São Paulo, por Kleber Patricio

Volney meditando nas Ruínas de Palmira, 1830. Autor: Hercule Florence. Coleção: Cyrillo Hercules Florence.

O Instituto Moreira Salles acaba de catalogar e disponibilizar para o público 526 desenhos, aquarelas e pinturas do artista e inventor franco-monegasco Hercule Florence (Nice, 1804–Campinas, 1879). As obras, que já podem ser acessadas no site do IMS, fazem parte da coleção Cyrillo Hercules Florence, um acervo privado que pertencia à sua família e era pouco conhecido até agora. Entre os aproximadamente 1.200 itens da coleção, há ainda objetos fotográficos, documentos pessoais e numerosos escritos de Florence, que passarão por catalogação.

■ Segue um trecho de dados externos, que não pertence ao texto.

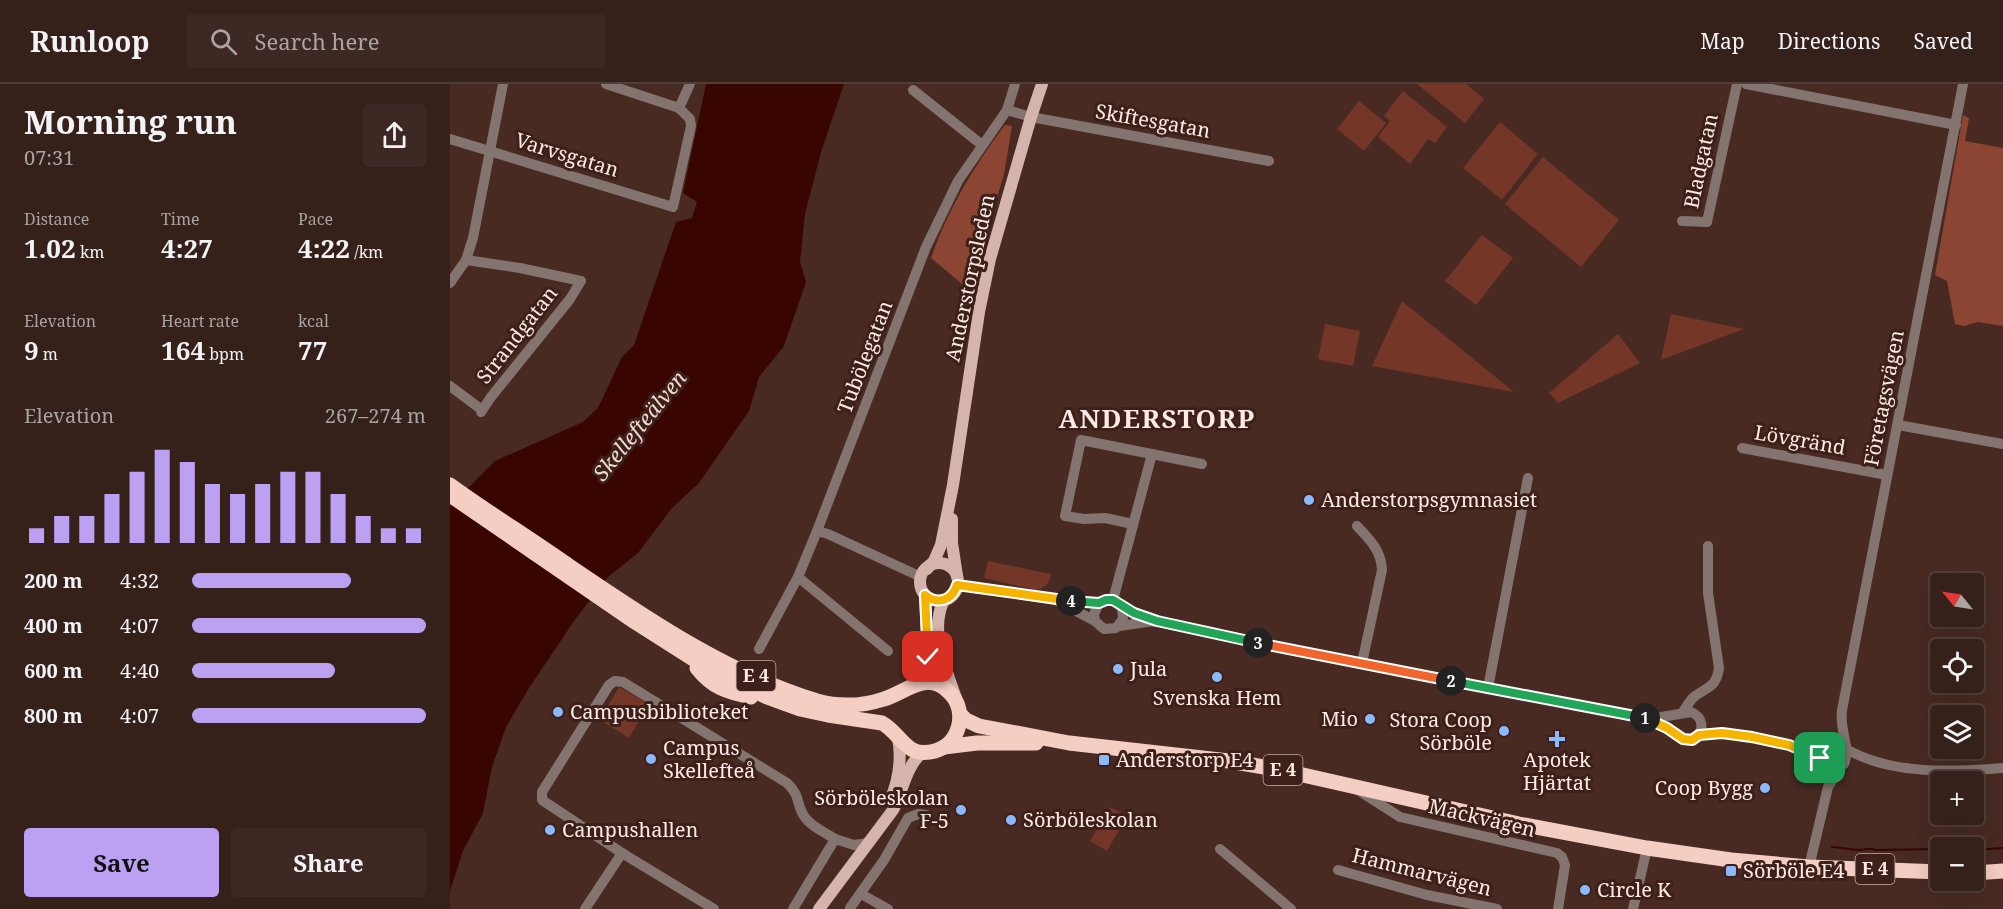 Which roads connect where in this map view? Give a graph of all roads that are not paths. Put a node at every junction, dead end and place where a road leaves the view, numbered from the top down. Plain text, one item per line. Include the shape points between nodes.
1 (503, 84) edge
2 (606, 84) edge
3 (690, 84) edge
4 (1015, 84) edge
5 (1042, 84) edge
6 (1737, 84) edge
7 (1746, 84) edge
8 (1964, 84) edge
9 (913, 90) dead end
10 (679, 108) junction
11 (1007, 110) junction
12 (1031, 117) junction
13 (1956, 125) junction
14 (450, 139) edge
15 (982, 145) junction
16 (490, 150) junction
17 (1269, 161) dead end
18 (1682, 222) dead end
19 (466, 260) junction
20 (450, 283) edge
21 (450, 386) edge
22 (1898, 425) junction
23 (2003, 444) edge
24 (1742, 448) dead end
25 (1152, 454) junction
26 (1202, 464) dead end
27 (1887, 475) junction
28 (1528, 478) dead end
29 (953, 485) junction
30 (451, 489) edge
31 (1133, 524) junction
32 (1357, 526) dead end
33 (817, 531) junction
34 (1708, 546) dead end
35 (924, 573) junction
36 (798, 577) junction
37 (957, 583) junction
38 (925, 595) junction
39 (611, 600) junction
40 (944, 600) junction
41 (1056, 600) junction
42 (1099, 603) junction
43 (1118, 604) junction
44 (1095, 621) junction
45 (1157, 621) junction
46 (1119, 626) junction
47 (759, 649) dead end
48 (888, 651) dead end
49 (1362, 663) junction
50 (914, 684) junction
51 (1488, 687) junction
52 (1701, 693) junction
53 (959, 708) junction
54 (1681, 713) junction
55 (1650, 719) junction
56 (1700, 719) junction
57 (1840, 719) junction
58 (1675, 733) junction
59 (1722, 733) junction
60 (1699, 735) junction
61 (897, 737) junction
62 (1826, 742) junction
63 (1069, 743) junction
64 (1789, 745) junction
65 (944, 747) junction
66 (1847, 748) junction
67 (923, 752) junction
68 (1869, 760) junction
69 (1824, 764) junction
70 (1843, 765) junction
71 (2003, 768) edge
72 (1350, 785) junction
73 (1828, 787) junction
74 (926, 815) dead end
75 (835, 839) junction
76 (871, 839) junction
77 (1647, 848) junction
78 (1220, 849) dead end
79 (622, 853) junction
80 (1809, 867) junction
81 (1338, 870) dead end
82 (2003, 871) edge
83 (1930, 872) edge
84 (1984, 872) edge
85 (861, 894) junction
86 (850, 908) edge
87 (585, 909) edge
88 (714, 909) edge
89 (793, 909) edge
90 (819, 909) edge
91 (888, 909) edge
92 (1291, 909) edge
93 (1497, 909) edge
94 (1558, 909) edge
95 (1633, 909) edge

1 - 16 street
2 - 10 street
3 - 10 street
4 - 11 street, Tubölegatan
5 - 12 main road, Anderstorpsleden
6 - 18 street, Bladgatan via 1707,222
7 - 13 street
8 - 13 street, Företagsvägen
9 - 15 street
10 - 16 street, Varvsgatan via 690,119 691,126 673,207
11 - 12 street, Skiftesgatan
11 - 15 street, Tubölegatan
12 - 17 street, Skiftesgatan
12 - 29 main road, Anderstorpsleden via 978,312
13 - 22 street, Företagsvägen
14 - 16 street, Varvsgatan
15 - 33 street, Tubölegatan via 958,181 926,247
16 - 19 street
19 - 20 street
19 - 21 street, Strandgatan via 581,281 481,411
22 - 23 street
22 - 27 street, Företagsvägen
24 - 27 street, Lövgränd
25 - 26 street
25 - 31 street
25 - 31 street via 1081,440 1065,516
27 - 57 street, Företagsvägen
28 - 51 street
29 - 35 main road, Anderstorpsleden via 942,545
29 - 37 main road, Anderstorpsleden via 952,543
30 - 39 highway, E 4
31 - 43 street
32 - 49 street via 1382,560
33 - 35 street
33 - 36 street, Tubölegatan
34 - 52 street via 1708,593 1719,668 1718,678
35 - 37 main road via 934,564 946,565 955,572
35 - 38 main road via 921,586
36 - 47 street, Tubölegatan
36 - 48 street
37 - 40 main road via 952,596
37 - 41 street
38 - 40 main road via 932,600
38 - 50 main road via 928,663
39 - 50 highway, E 4 via 749,673 819,701 842,705 871,703
39 - 61 highway, E 4 via 688,656 701,673 724,691 882,723
40 - 53 main road via 939,614 939,639
41 - 42 street
41 - 44 street
42 - 43 street via 1106,600
42 - 44 street
43 - 45 street
43 - 46 street via 1123,619
44 - 46 street via 1104,629
45 - 46 street
45 - 49 street
49 - 51 street
50 - 53 highway via 940,685 950,692
50 - 61 highway via 893,705 891,720
51 - 55 street
52 - 54 street
52 - 56 street via 1697,704
53 - 63 highway, E 4 via 966,720 979,726
53 - 65 highway via 957,733
54 - 55 street
54 - 56 street via 1691,712
54 - 58 street via 1674,723
55 - 58 street
56 - 59 street
56 - 60 street
57 - 62 street, Företagsvägen
57 - 66 street, Företagsvägen
58 - 60 street via 1688,740
59 - 60 street
59 - 64 street
61 - 67 highway via 911,749
61 - 76 main road via 900,759 893,795
62 - 64 street
62 - 66 street via 1841,742
62 - 69 street via 1820,753
63 - 65 highway, E 4
63 - 72 highway, E 4 via 1229,761
64 - 69 street
65 - 67 highway
66 - 68 street
66 - 70 street
67 - 76 main road via 911,766 898,801
68 - 70 street
68 - 71 street via 1932,770
69 - 70 street via 1832,768
69 - 73 street
70 - 73 street
72 - 77 highway, E 4
72 - 94 street, Mackvägen via 1400,818 1557,853 1565,865
73 - 80 street
74 - 85 street via 912,815 905,821
75 - 76 street via 854,845
75 - 79 street via 807,821 787,783 619,681 609,685 542,792 542,800
75 - 89 street
76 - 90 main road
77 - 80 highway, E 4
77 - 95 street
78 - 92 street
79 - 87 street
79 - 88 street
80 - 83 highway, E 4
81 - 93 street, Hammarvägen
82 - 84 highway
85 - 86 street
85 - 91 street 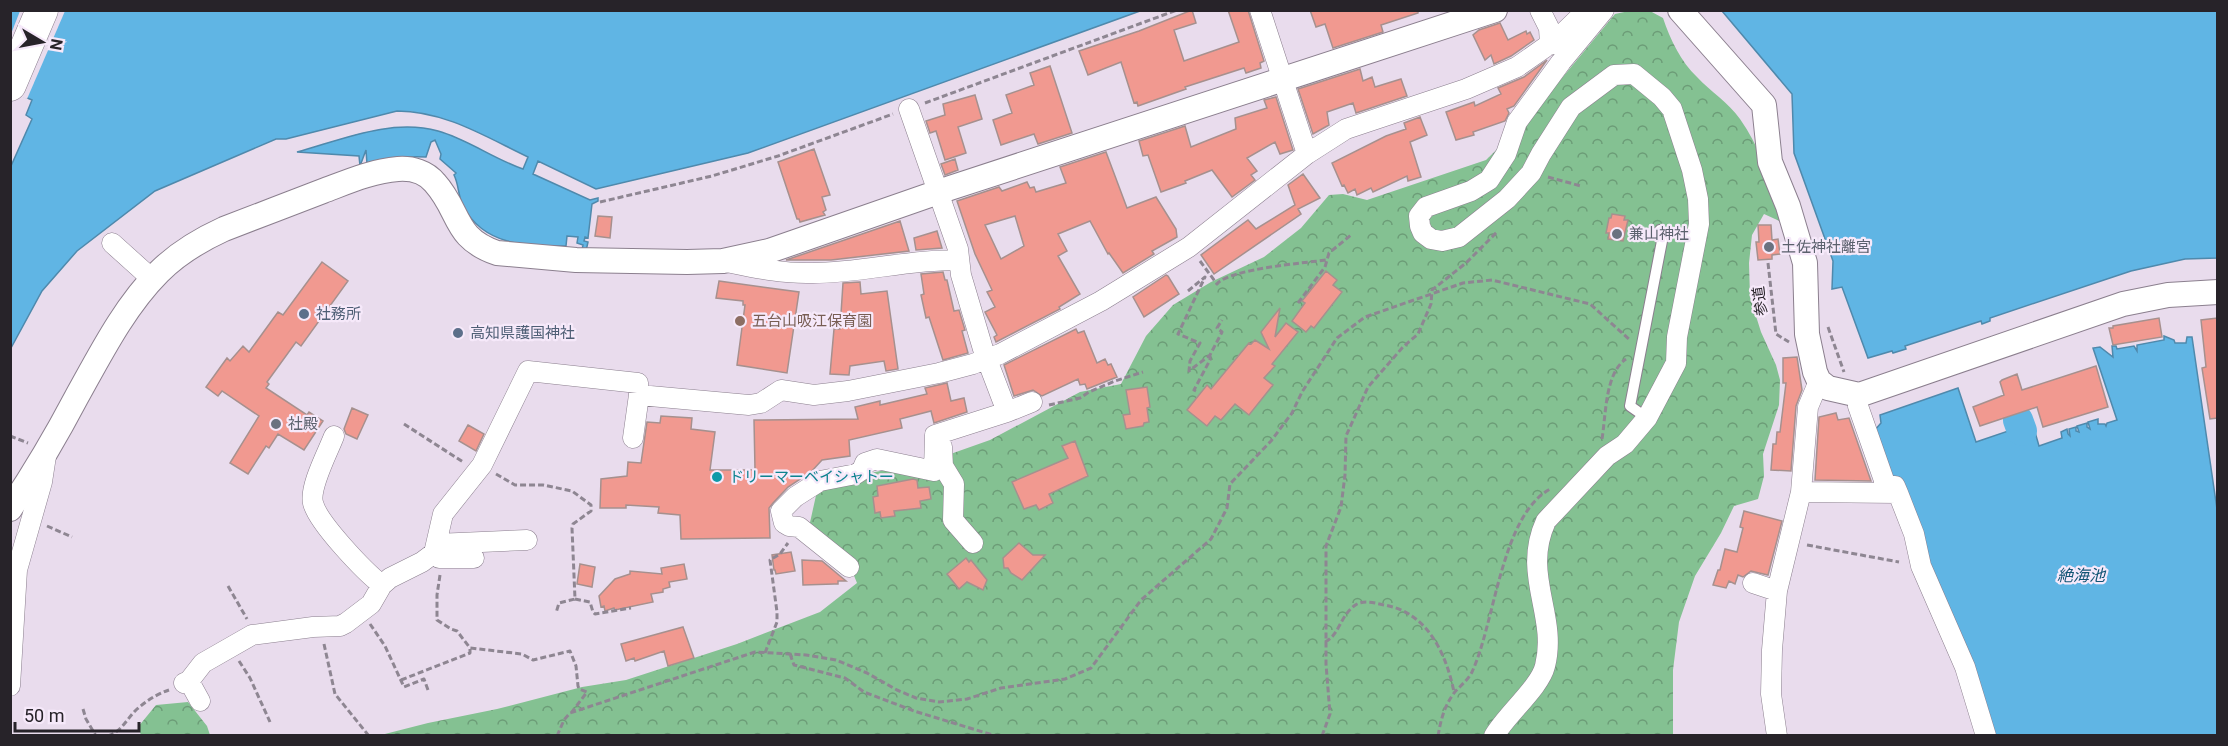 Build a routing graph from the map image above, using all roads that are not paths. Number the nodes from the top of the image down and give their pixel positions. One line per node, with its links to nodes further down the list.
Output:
1 (42, 10): 10 (main road)
2 (1260, 10): 9 (street)
3 (1495, 10): 9 (street)
4 (1540, 10): 8 (street)
5 (1587, 10): 8 (street)
6 (1604, 10): 26 (street)
7 (1680, 10): 21 (street)
8 (1550, 45): 12 (street)
9 (1283, 80): 12 (street); 13 (street)
10 (10, 85)
11 (909, 109): 13 (street)
12 (1307, 154): 20 (street)
13 (938, 193): 16 (street); 17 (street)
14 (1660, 230): 26 (lane)
15 (112, 243): 18 (street)
16 (959, 260): 17 (street); 20 (street)
17 (723, 261): 18 (street)
18 (152, 279): 32 (street)
19 (2217, 292): 21 (street)
20 (987, 360): 22 (street); 25 (street)
21 (1819, 381): 30 (street)
22 (639, 395): 29 (street); 35 (street)
23 (1039, 404): 25 (street)
24 (1858, 406): 31 (street)
25 (1007, 412): 27 (street)
26 (1647, 418): 43 (street)
27 (942, 433): 34 (street); 37 (street)
28 (334, 436): 39 (street)
29 (633, 438)
30 (1801, 492): 31 (street); 40 (street)
31 (1898, 493): 45 (street)
32 (21, 514): 41 (street)
33 (527, 540): 35 (street)
34 (973, 543)
35 (438, 552): 36 (street); 39 (street)
36 (474, 558)
37 (849, 567)
38 (1753, 583): 40 (street)
39 (382, 585): 42 (street)
40 (1777, 591): 44 (street)
41 (10, 686)
42 (200, 701)
43 (1494, 735)
44 (1777, 735)
45 (1986, 735)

O acervo sob a guarda do Instituto Moreira Salles se destaca pelo ineditismo e pelo detalhamento na documentação de comunidades e localidades do interior do Brasil até então pouco exploradas. Desde que a coleção chegou ao IMS, em 2023, os itens vêm sendo catalogados, em um trabalho minucioso que inclui a fixação de informações como o título original da obra e sua tradução, confirmação da data e do local em que cada desenho, aquarela e pintura foram produzidos, anotações de pesquisa, histórico de utilização de cada obra e, ainda, a revisão das menções a povos indígenas.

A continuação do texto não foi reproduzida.